Activity: Whenever the string "Sans" appears in a line below, please copy the line out.

Materials provided:

◇ ◇ ◇

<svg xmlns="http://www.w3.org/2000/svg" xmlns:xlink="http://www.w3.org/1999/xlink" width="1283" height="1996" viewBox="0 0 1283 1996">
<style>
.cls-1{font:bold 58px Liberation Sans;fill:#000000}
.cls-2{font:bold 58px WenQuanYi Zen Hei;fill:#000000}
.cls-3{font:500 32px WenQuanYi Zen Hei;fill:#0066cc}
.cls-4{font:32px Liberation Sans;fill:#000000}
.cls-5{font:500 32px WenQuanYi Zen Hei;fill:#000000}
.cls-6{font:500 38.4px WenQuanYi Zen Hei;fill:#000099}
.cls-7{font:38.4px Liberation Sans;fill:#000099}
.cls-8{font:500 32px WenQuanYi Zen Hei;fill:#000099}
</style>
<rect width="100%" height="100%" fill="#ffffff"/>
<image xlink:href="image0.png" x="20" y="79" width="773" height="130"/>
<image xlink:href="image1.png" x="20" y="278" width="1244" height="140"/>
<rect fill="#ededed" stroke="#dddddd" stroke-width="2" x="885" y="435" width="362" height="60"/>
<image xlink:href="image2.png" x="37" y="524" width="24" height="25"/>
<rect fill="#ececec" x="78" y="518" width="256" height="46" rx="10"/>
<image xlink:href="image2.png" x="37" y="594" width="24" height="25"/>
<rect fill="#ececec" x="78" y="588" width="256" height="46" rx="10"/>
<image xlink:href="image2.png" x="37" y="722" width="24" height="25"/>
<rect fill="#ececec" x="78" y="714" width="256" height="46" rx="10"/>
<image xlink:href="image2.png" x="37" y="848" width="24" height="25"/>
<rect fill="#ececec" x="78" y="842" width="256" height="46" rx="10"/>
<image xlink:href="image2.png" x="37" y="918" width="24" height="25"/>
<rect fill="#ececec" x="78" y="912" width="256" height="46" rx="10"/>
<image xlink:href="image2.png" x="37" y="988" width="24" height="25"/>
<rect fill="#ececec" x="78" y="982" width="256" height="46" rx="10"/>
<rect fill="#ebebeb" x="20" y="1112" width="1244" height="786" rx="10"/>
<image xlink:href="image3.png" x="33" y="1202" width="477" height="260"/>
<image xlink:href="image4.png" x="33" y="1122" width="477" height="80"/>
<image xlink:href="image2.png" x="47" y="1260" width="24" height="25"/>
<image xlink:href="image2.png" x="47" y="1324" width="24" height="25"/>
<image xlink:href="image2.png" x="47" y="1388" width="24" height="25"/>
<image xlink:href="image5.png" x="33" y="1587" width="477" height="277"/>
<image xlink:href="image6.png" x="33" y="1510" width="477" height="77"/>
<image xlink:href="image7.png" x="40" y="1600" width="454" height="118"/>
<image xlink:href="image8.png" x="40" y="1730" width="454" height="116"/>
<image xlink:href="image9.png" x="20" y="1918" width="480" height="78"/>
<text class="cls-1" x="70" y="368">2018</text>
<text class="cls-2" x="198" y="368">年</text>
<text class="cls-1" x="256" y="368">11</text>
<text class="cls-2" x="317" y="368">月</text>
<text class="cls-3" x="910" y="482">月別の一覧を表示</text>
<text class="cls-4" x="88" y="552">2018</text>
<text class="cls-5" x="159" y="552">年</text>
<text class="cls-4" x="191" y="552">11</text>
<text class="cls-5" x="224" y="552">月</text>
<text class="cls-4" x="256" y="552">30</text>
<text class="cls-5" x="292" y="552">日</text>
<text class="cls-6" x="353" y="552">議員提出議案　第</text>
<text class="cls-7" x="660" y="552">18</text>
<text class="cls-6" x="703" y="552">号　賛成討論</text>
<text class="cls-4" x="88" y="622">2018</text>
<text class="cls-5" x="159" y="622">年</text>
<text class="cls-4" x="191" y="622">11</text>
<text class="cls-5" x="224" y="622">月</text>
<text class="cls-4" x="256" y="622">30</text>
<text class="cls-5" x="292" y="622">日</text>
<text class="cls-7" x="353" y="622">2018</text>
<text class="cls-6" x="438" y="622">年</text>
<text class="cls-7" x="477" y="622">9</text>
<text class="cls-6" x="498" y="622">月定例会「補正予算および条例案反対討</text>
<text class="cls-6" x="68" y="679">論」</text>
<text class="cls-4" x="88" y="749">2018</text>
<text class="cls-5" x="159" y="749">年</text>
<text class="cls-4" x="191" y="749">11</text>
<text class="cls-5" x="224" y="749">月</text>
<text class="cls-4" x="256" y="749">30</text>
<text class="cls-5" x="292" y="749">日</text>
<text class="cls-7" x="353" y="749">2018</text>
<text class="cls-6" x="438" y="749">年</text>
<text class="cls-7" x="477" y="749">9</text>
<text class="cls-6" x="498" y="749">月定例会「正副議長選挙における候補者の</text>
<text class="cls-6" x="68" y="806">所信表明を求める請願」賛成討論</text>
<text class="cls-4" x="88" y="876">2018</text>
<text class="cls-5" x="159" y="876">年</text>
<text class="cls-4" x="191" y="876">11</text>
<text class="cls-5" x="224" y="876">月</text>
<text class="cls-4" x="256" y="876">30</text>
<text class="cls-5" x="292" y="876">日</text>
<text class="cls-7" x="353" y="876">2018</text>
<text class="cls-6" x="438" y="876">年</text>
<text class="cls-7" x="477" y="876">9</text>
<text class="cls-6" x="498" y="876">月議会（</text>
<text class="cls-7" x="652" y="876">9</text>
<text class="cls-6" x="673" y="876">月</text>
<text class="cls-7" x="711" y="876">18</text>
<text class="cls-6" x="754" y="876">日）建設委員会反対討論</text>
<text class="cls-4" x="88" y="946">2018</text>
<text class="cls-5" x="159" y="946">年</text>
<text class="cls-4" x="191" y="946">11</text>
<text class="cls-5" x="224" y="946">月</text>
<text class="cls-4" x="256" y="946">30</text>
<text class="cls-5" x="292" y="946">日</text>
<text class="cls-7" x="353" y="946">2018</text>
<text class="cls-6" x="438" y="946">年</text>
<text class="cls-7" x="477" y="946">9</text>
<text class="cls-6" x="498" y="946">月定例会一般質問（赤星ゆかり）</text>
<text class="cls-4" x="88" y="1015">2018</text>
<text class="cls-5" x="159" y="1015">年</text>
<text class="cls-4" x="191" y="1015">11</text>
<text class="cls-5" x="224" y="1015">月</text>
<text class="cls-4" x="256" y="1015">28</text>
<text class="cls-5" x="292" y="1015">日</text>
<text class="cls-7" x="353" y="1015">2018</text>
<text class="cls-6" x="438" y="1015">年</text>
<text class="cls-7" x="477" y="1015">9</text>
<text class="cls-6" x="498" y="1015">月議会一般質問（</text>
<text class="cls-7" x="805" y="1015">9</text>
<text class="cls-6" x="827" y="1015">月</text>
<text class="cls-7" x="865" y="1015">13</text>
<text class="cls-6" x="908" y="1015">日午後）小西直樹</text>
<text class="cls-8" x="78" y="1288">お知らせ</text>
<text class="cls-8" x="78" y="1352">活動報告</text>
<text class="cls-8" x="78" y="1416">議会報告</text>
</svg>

◇ ◇ ◇

Solution:
.cls-1{font:bold 58px Liberation Sans;fill:#000000}
.cls-4{font:32px Liberation Sans;fill:#000000}
.cls-7{font:38.4px Liberation Sans;fill:#000099}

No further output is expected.